A vulnerability in servers used by EarthLink to handle mistyped Web page requests may have allowed attackers to launch undetectable phishing attacks against any Internet site, according to a noted Internet security researcher.
The bug, which was patched earlier this week, underscores a fundamental security risk in the way that some ISPs are attempting to generate advertising revenue from mistyped Web addresses, said Dan Kaminsky, director of penetration testing with IOActive, a security consulting firm.
The vulnerability was in a service called Barefruit, which EarthLink has been using since August 2006 to return Web pages with search terms and advertising to customers who mistype a domain name in their browser.
[ Find out how phishers can use DNS server redirection to catch unsuspecting users. ]
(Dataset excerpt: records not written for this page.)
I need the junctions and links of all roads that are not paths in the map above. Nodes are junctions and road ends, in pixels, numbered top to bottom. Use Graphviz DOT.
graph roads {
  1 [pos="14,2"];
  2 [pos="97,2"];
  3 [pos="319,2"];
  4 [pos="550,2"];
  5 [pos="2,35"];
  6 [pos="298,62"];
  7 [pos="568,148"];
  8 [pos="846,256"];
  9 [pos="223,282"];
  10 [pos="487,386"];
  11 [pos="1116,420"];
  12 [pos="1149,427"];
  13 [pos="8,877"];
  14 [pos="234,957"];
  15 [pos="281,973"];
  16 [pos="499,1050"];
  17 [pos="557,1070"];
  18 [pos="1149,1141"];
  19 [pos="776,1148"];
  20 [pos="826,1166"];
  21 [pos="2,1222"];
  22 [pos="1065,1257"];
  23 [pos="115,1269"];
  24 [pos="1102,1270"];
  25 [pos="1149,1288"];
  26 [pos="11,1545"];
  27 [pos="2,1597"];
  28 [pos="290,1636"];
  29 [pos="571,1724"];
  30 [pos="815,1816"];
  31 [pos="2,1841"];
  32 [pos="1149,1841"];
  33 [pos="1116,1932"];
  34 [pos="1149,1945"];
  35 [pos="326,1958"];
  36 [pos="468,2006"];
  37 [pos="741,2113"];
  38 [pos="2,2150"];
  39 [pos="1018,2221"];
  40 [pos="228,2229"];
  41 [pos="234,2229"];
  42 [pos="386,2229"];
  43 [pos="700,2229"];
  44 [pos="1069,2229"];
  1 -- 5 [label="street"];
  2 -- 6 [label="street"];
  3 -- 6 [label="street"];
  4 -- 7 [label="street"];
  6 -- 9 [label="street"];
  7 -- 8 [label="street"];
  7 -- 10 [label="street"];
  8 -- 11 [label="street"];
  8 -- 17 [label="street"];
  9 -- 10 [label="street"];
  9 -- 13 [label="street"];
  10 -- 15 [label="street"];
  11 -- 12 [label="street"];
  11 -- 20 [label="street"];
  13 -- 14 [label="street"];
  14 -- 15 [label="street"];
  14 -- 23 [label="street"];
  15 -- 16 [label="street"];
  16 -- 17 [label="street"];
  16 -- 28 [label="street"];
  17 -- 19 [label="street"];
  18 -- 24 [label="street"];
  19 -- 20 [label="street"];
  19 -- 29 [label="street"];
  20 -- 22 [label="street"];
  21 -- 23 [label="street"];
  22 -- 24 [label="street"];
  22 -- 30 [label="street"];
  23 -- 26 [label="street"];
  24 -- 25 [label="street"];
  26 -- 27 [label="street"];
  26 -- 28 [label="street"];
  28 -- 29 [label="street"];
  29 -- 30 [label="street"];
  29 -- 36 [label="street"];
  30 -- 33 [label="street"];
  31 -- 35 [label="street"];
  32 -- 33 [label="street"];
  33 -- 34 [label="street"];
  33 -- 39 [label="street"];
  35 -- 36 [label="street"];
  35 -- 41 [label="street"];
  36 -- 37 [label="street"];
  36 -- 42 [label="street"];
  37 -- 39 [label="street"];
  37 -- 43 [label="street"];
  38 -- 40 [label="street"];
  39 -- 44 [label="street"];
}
Barefruit, which is based in London, operates a service that works with Domain Name Servers (DNSes), which are used by the browser to translate domain names, such as yahoo.com, into numerical IP addresses. Typically, when a browser asks a DNS server for a nonexistent Internet address -- adsewrds.yahoo.com, for example -- the DNS server returns an error message indicating that no such address exists. With Barefruit's servers, the user is told that the address does exist, and is then sent to a Web page that displays advertising and suggested search terms.
Generating revenue from domain name typos has generated controversy before. In 2003, domain name registrar VeriSign was forced to disable a similar system called SiteFinder, which redirected Web surfers who had typed nonexistent domains.
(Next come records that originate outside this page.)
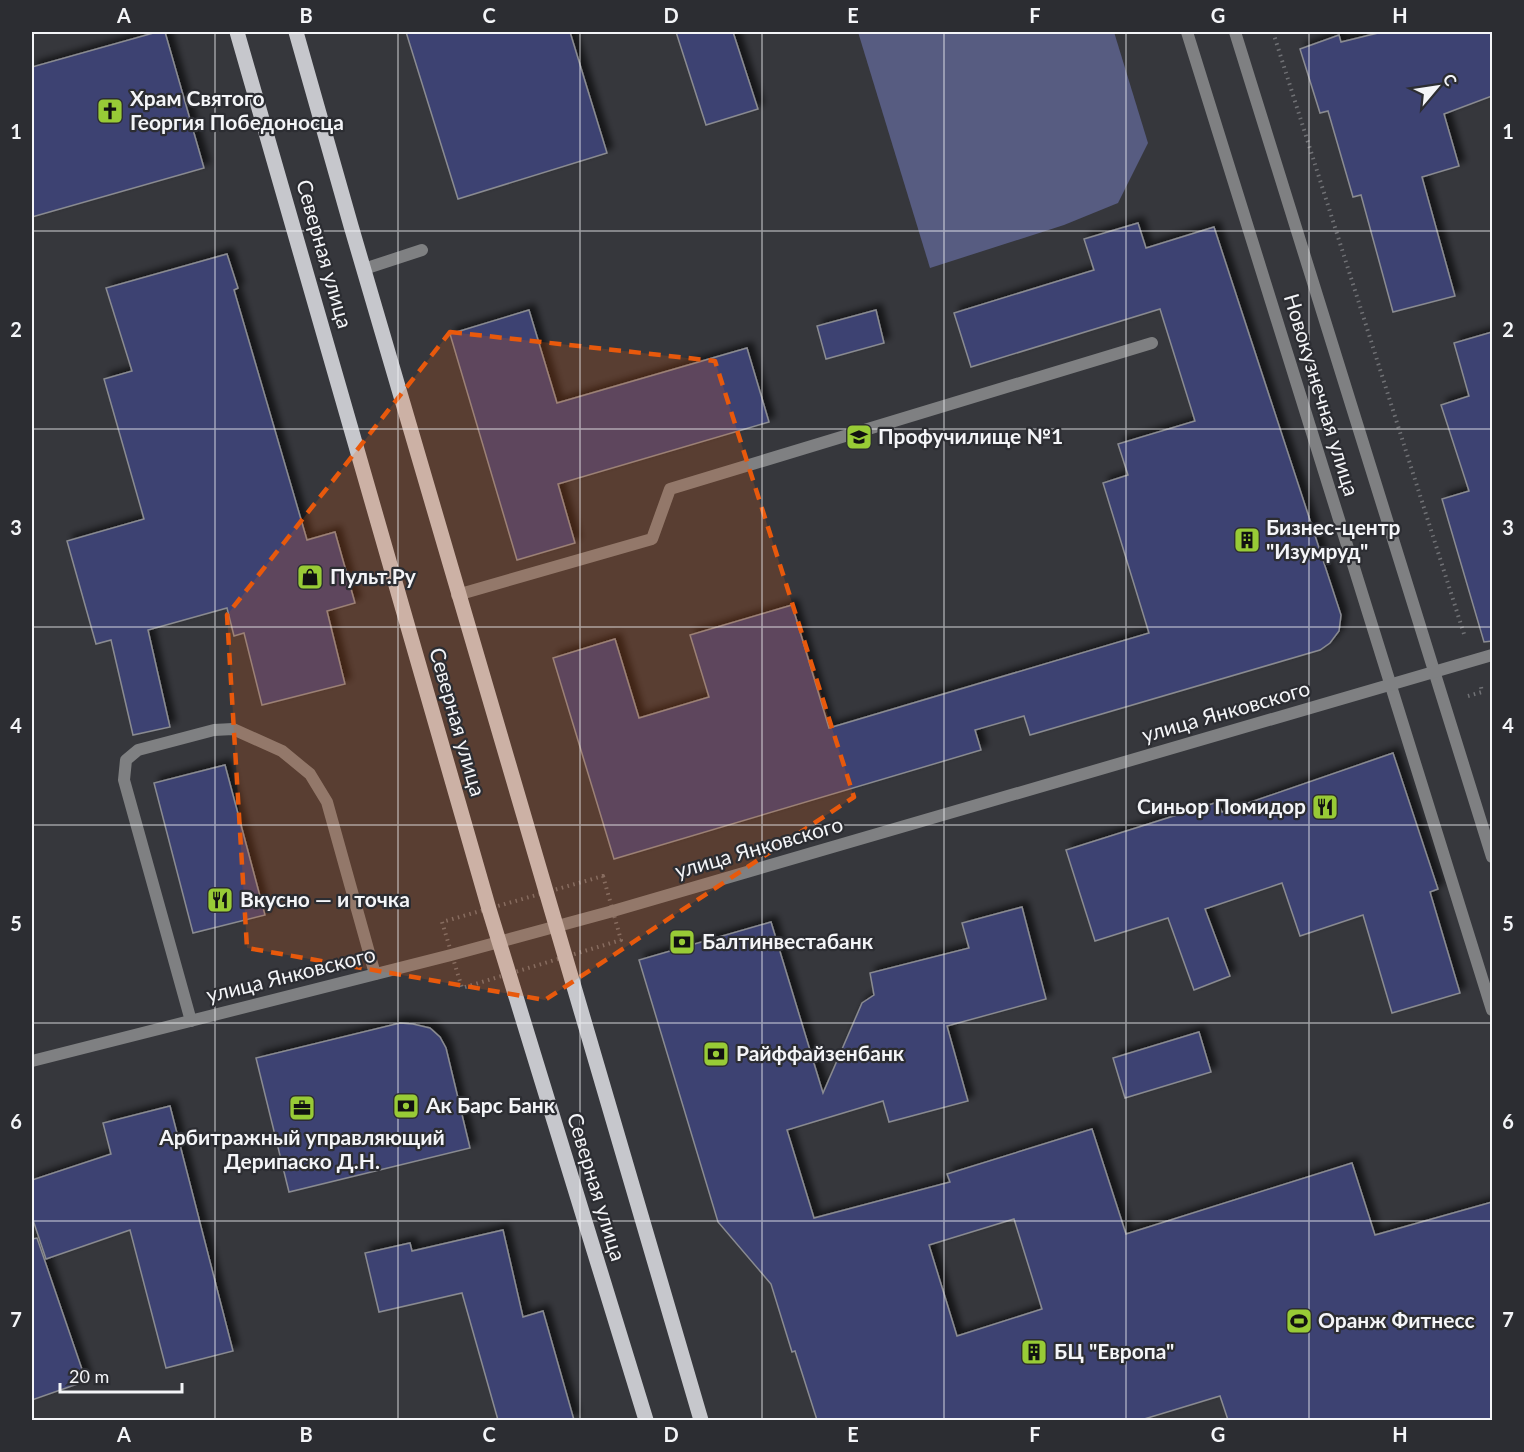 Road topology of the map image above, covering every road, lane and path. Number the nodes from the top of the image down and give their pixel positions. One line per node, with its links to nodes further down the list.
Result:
1 (237, 32): 17 (main road, Северная улица)
2 (296, 32): 7 (main road, Северная улица)
3 (1187, 32): 13 (street, Новокузнечная улица)
4 (1235, 32): 12 (street, Новокузнечная улица)
5 (1273, 32): 11 (path)
6 (422, 250): 7 (street)
7 (364, 269): 9 (main road, Северная улица)
8 (1152, 343): 9 (street)
9 (457, 595): 16 (main road, Северная улица)
10 (1492, 655): 11 (street, улица Янковского)
11 (1473, 661): 12 (street, улица Янковского); 14 (path)
12 (1435, 672): 13 (street, улица Янковского); 15 (street, Новокузнечная улица)
13 (1391, 685): 16 (street, улица Янковского); 19 (street, Новокузнечная улица)
14 (1482, 692)
15 (1492, 857)
16 (554, 927): 17 (street, улица Янковского); 23 (main road, Северная улица)
17 (499, 942): 18 (street, улица Янковского); 22 (main road, Северная улица)
18 (375, 974): 20 (street, улица Янковского); 20 (street)
19 (1492, 1010)
20 (191, 1021): 21 (street, улица Янковского)
21 (32, 1061)
22 (646, 1420)
23 (701, 1420)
EarthLink is not the only ISP to be testing this system. Kaminsky said he found evidence of Barefruit or similar systems being tested on Verizon, Time Warner, Qwest, and Comcast, which outsources some of its network to EarthLink.
"The security of the entire Web for these ISPs is right now limited by the security of some random ad server run by a British company," he said. "Somebody running an ad server controls the security of whitehouse.gov. This is not a good situation."
A Verizon spokesman said that his company was not using the Barefruit service.
In a statement, EarthLink confirmed that it had patched Kaminsky's bug, but did not address the broader security concerns that Kaminsky believes are raised by this model.
However, the company did defend its use of the service in 2006, when it was first introduced.